Paper No. 32-7
Presentation Time: 3:50 PM
HOW DOES GARNET CRYSTALLIZE DURING METAMORPHISM?
NAGURNEY, Allie, Department of Geology, University of Puget Sound, Tacoma, WA 98407 and CADDICK, Mark, Department of Geosciences, Virginia Tech, Blacksburg, VA 24061
Microstructural data on the orientation and distribution of minerals can be utilized to better understand the processes controlling mineral crystallization during metamorphism and the extent to which equilibrium versus kinetic factors control the evolution of metamorphic rocks. Here, we present microstructural (EBSD, TEM, and X-Ray CT) data on three samples from two terranes: the Nelson Aureole, British Columbia and the Mosher’s Island Formation, Nova Scotia, the latter which was metamorphosed during the formation of the Appalachians. The orientations of twenty-two garnet crystals were analyzed to investigate the crystallographic relationships between garnet and both muscovite and chlorite (which define the foliation in these rocks). All twenty-two garnet crystals have one of three crystal directions parallel to the foliation of the rock. Comparison of atomic-scale crystal structure models of garnet, muscovite, and chlorite in those orientations reveal that the crystal structure of garnet and muscovite (specifically the spacing and orientation of Al and Si) is similar enough that garnet could crystallize by templating on the crystal structure of muscovite. This highlights the fact that garnet crystallizes via epitaxial nucleation on pre-existing muscovite crystals.

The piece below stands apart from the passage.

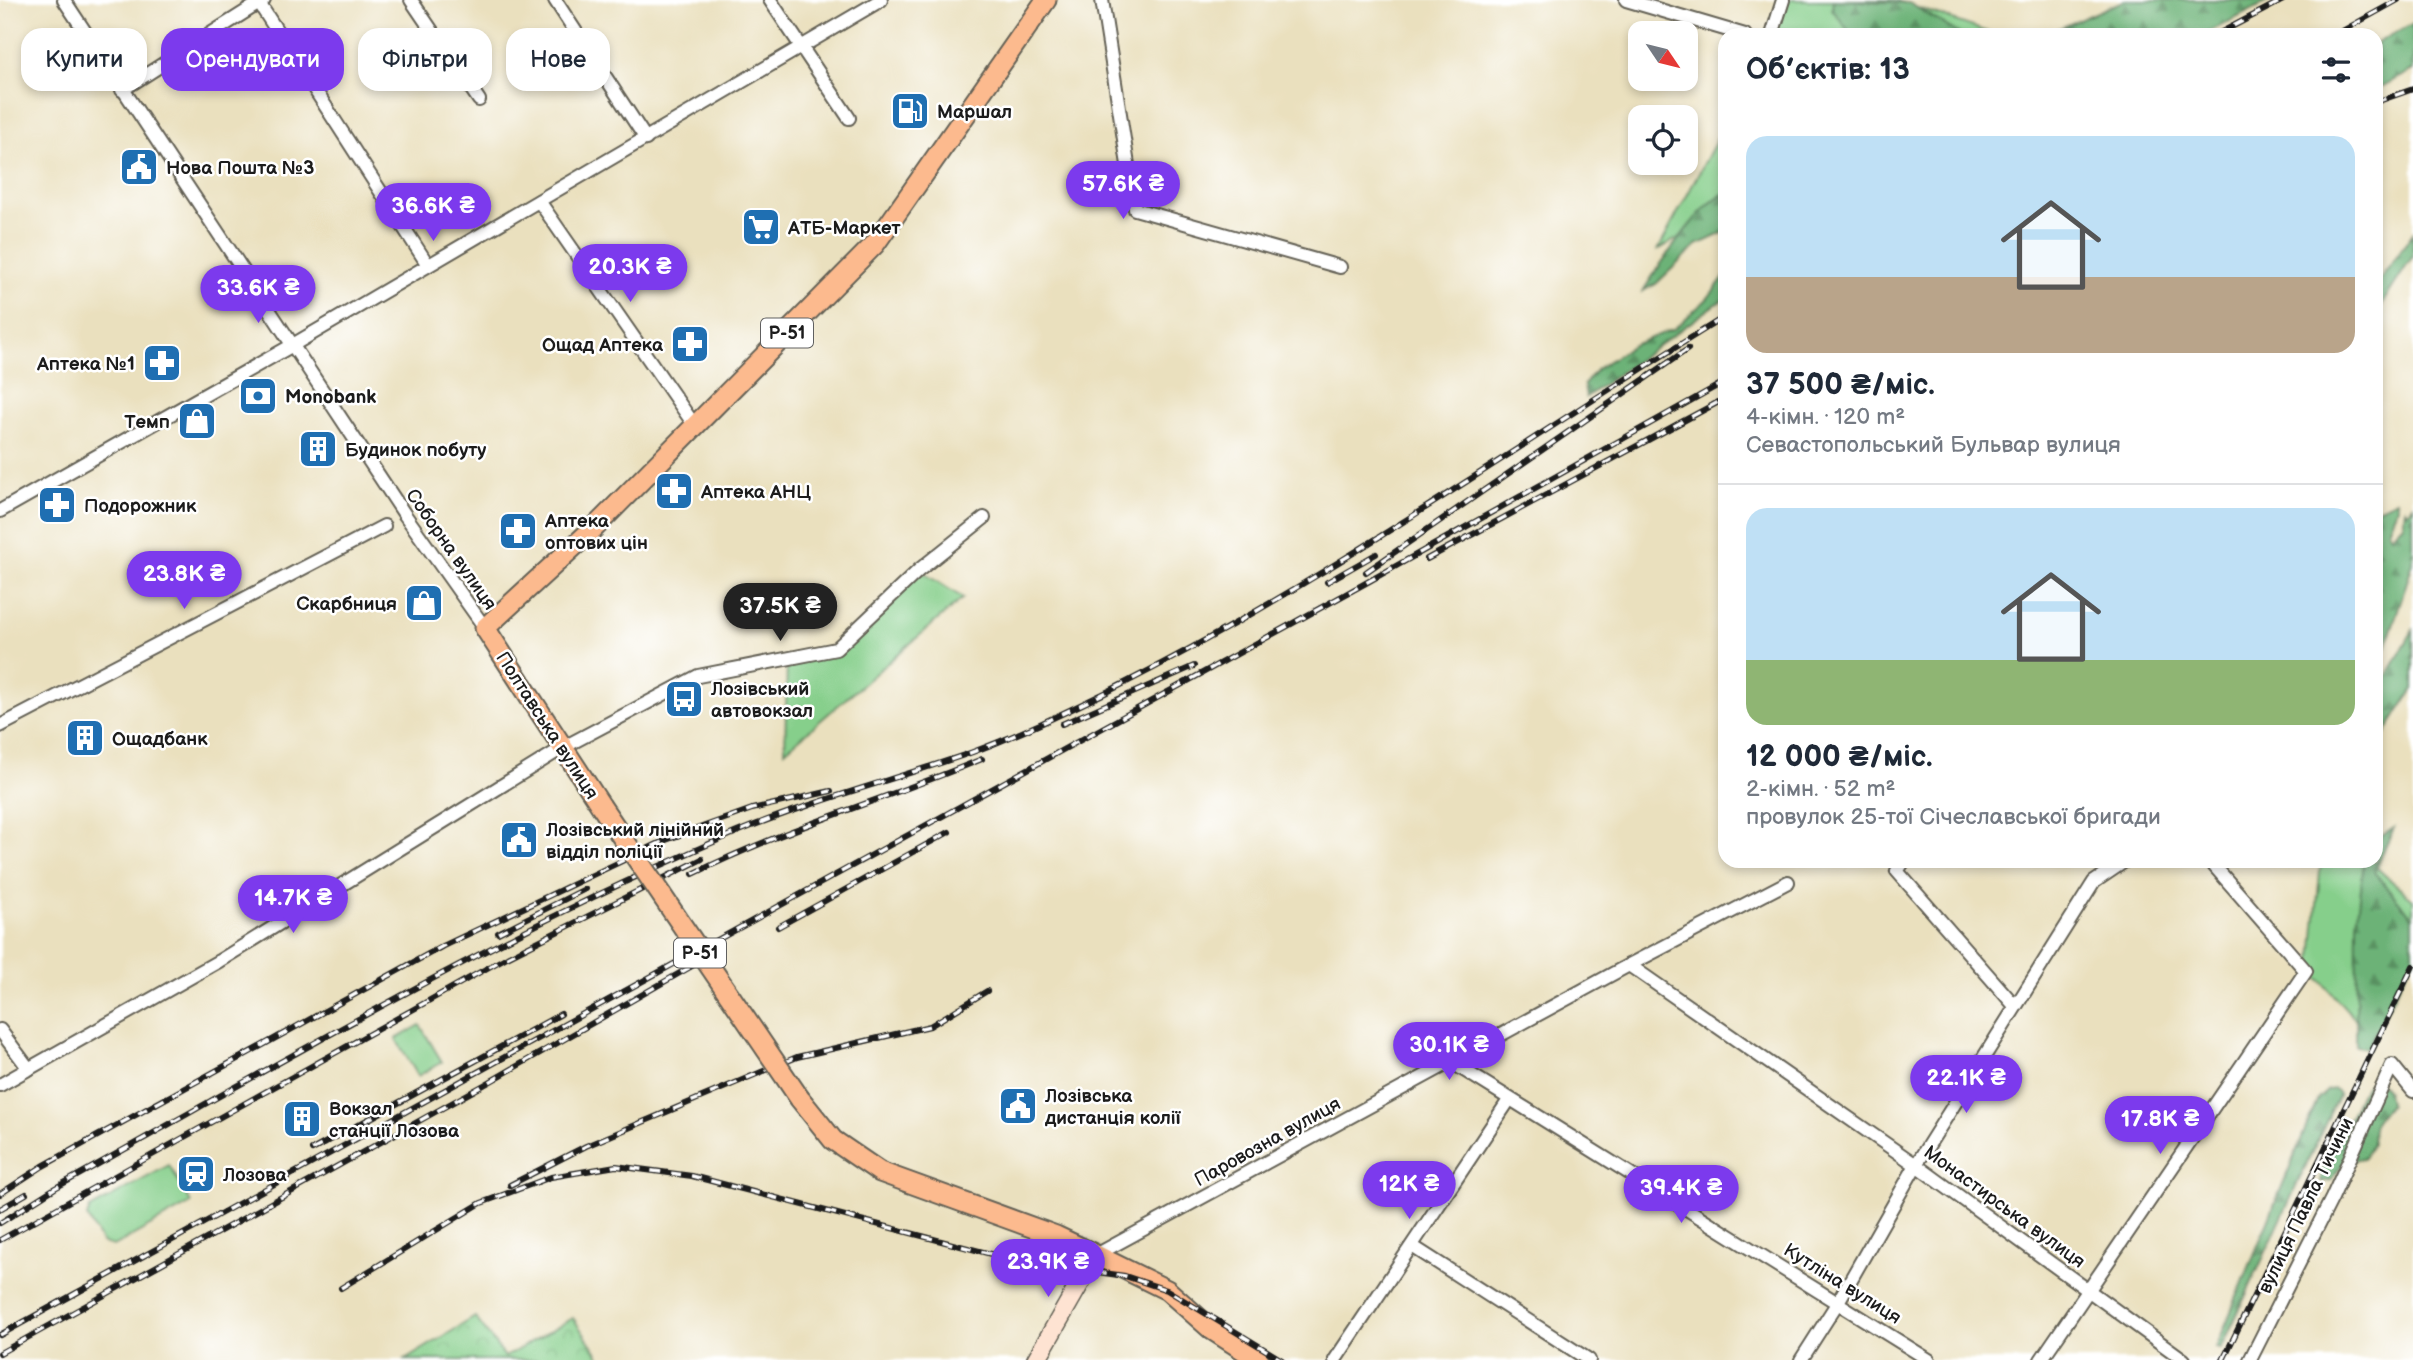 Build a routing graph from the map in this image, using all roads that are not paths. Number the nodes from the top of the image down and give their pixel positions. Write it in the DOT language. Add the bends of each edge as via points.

Interpretation of X-Ray CT data on the 3D size, location, and shape of garnet crystals in a sample of the Mosher’s Island Formation reveals that the average garnet radius in 126 µm and the crystal size distribution (CSD) is skewed to the right. 3D statistical analysis of the garnet crystals show that they are ordered relative to a random distribution up to the mean nearest neighbor distance between garnet crystals. This is interpreted such that the rate limiting step for garnet crystallization was likely the intergranular diffusion of Al through the matrix.
Combining EBSD and X-Ray CT data reveals that there is a complex interplay between template providing mineral distribution, epitaxy, and competition for nutrient elements (Al) during mineral crystallization.